Какое ему дело до того, есть ли у неё дневник в Интернете, и ставит ли она там смайлики? Кстати, он опять верно угадал, и это было невыносимо!
– У нас хотя бы имеется эта крыша! – вспыхнув, отчеканила Динка. – И мы успели сюда до дождя – благодаря тебе, да! Поэтому вещи у нас почти сухие. Переночуем и пойдём искать нашу группу. Так что не каркай, пожалуйста, будь так любезен!
– Я уже любезен, – с расстановкой отозвался парень. – И я не каркаю, а высчитываю возможные варианты развития событий. А вы всегда такая… оптимистка?
– Всегда! – отрезала Динка, слегка остывая.
Он действительно был вежлив, с этим своим «вы» и «сударыня». Только почему эта вежливость так походила на плохо замаскированное издевательство?
– То-то я вас в болоте нашёл, – растягивая слова, произнёс Шуберт. – Такую… незамутнённую энтузиастку. На два шага вперёд подумать слабо, зато, как та девочка из анекдота, всегда бегаете в каске и улыбаетесь?
Динка несколько мгновений молчала, потом шумно выдохнула, – он опять лениво ухмыльнулся, – и тоже повернулась к своему рюкзаку.
Всё, больше она не обратит внимания на этого Кощея – до самого утра!
Она вспомнила, что где-то в кармане рюкзака завалялся «Сникерс». Надо было хоть немного подкрепиться и поднять настроение. И побыстрее расстелить спальник – она начала уже мёрзнуть в своей футболке и тренировочных штанах.
– Надеюсь, тут нет мышей, – зачем-то проговорила она вслух и тут же прикусила язык. Но было поздно.
– Конечно, есть, – немедленно отозвался Шуберт. – Они в этой избушке на курьих ножках лет пятьдесят ждали, пока кто-то сюда забредёт. Сейчас они полчищами собираются в подполе. Помните, у Хичкока – «Птицы»? А тут – мыши.
– Отвяжись! – взвизгнула Динка. – Я ужастики ненавижу!

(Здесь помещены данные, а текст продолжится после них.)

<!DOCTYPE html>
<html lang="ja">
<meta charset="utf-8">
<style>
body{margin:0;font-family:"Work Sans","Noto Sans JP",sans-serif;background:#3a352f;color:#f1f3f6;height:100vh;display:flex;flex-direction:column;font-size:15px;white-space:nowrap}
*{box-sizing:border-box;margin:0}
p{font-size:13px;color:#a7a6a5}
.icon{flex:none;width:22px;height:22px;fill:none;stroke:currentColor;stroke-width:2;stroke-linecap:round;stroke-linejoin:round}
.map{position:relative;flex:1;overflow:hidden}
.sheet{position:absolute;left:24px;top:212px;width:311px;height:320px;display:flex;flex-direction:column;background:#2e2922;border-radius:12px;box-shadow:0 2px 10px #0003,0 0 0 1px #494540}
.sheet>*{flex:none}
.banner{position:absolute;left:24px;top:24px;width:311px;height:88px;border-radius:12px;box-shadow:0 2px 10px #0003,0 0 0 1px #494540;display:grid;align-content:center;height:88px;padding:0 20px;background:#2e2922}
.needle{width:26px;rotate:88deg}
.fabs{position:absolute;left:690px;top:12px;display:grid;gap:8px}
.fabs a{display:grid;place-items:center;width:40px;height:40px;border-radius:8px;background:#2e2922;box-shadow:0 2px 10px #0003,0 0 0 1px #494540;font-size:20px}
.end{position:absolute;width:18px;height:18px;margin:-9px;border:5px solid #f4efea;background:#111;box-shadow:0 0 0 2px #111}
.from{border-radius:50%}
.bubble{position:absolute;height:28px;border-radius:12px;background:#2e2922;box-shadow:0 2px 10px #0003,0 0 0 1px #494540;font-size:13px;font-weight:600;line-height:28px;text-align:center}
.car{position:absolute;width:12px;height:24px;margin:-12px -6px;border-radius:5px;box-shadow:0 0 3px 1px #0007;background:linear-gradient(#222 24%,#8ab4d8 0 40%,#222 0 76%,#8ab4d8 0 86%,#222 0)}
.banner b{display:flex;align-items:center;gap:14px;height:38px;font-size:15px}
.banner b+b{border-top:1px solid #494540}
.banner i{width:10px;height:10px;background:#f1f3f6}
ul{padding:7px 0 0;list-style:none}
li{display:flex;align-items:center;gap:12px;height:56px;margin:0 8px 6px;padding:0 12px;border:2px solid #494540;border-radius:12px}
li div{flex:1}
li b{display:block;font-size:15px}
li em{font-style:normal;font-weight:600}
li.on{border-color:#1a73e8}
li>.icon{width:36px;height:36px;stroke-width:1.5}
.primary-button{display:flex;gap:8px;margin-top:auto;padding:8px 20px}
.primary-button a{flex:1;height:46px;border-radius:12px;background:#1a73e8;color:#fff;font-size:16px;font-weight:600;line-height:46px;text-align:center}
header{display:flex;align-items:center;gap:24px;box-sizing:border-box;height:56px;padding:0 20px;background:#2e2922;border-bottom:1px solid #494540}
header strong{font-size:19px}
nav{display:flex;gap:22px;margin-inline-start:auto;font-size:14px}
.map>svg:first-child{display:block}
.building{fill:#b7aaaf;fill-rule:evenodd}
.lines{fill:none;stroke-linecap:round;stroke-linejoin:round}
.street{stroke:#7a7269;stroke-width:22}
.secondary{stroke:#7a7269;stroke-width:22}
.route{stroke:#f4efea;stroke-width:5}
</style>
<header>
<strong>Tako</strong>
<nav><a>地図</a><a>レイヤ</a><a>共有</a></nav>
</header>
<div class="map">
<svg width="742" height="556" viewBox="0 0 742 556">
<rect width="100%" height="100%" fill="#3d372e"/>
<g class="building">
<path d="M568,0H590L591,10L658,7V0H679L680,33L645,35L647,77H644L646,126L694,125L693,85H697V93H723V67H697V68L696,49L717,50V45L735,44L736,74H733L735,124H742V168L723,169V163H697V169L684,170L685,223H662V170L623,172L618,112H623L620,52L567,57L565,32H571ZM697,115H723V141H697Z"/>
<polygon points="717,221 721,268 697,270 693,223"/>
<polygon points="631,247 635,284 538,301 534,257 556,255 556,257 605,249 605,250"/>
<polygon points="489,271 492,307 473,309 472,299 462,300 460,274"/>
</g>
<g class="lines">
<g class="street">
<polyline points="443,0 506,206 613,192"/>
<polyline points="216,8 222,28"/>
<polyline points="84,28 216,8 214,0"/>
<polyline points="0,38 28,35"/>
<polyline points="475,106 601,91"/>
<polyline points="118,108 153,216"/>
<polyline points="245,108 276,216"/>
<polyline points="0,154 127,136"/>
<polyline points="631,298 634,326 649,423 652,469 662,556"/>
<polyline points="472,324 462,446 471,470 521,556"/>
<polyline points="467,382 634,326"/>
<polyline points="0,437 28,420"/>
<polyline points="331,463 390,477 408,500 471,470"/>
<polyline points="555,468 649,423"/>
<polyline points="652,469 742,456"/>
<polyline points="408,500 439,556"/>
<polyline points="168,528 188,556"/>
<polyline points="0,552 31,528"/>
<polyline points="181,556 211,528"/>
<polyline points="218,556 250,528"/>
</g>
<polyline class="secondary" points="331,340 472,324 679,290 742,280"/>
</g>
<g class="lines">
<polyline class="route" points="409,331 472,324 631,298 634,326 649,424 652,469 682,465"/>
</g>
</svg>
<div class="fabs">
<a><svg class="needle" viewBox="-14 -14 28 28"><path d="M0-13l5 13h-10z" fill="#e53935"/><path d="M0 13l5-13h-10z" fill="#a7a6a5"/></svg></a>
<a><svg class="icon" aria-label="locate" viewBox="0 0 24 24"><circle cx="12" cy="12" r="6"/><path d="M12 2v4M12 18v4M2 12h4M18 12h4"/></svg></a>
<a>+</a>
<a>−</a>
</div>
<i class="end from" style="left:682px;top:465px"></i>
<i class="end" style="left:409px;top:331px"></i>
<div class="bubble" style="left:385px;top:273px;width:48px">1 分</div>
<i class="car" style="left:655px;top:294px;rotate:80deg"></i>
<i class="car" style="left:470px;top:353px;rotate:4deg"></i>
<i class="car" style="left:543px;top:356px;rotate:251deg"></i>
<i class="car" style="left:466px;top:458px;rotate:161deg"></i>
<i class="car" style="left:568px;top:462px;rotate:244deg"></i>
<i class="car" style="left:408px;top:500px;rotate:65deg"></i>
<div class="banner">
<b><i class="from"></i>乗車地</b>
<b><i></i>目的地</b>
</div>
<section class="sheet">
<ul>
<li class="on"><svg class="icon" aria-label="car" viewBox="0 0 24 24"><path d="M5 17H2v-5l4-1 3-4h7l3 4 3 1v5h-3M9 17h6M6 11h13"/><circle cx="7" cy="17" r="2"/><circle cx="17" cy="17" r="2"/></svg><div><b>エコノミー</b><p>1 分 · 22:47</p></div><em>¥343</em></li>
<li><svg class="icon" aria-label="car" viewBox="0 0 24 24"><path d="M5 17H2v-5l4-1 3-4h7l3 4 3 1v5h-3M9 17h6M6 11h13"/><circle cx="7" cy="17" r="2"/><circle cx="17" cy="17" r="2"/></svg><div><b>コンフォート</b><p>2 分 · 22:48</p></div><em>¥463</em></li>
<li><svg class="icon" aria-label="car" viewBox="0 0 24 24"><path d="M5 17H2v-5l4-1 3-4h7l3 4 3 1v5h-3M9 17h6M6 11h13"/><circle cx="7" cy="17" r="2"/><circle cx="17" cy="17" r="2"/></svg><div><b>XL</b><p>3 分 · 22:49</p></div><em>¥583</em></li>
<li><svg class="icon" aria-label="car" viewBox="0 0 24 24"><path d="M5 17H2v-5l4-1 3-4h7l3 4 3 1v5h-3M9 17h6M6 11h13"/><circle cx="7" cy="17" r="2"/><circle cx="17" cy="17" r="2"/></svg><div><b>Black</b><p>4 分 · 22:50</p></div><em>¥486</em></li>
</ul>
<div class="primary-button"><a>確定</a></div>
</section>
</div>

– Я не привязывался, и это не ужастики. Это классика мирового кинематографа, – назидательно проговорил парень, разворачивая свой спальник. – И вообще, я бы попросил вас хоть немного помолчать. Вы же рта не закрываете.
– Я?! – От возмущения Динка действительно не сразу закрыла рот. – Да ты сам, сам меня… провоцируешь!
– Жаль разрушать ваши мечты, сударыня, но я вас не провоцирую. – Ухмылка Шуберта была настолько язвительной, что у Динки прямо в глазах потемнело.
– Почему ты такой злющий?! – выкрикнула она, сжав кулаки.
Шуберт иронически поднял брови:
– Я не злющий. Я объективный.
Динка ещё несколько мгновений смотрела на него, а потом порывисто отвернулась.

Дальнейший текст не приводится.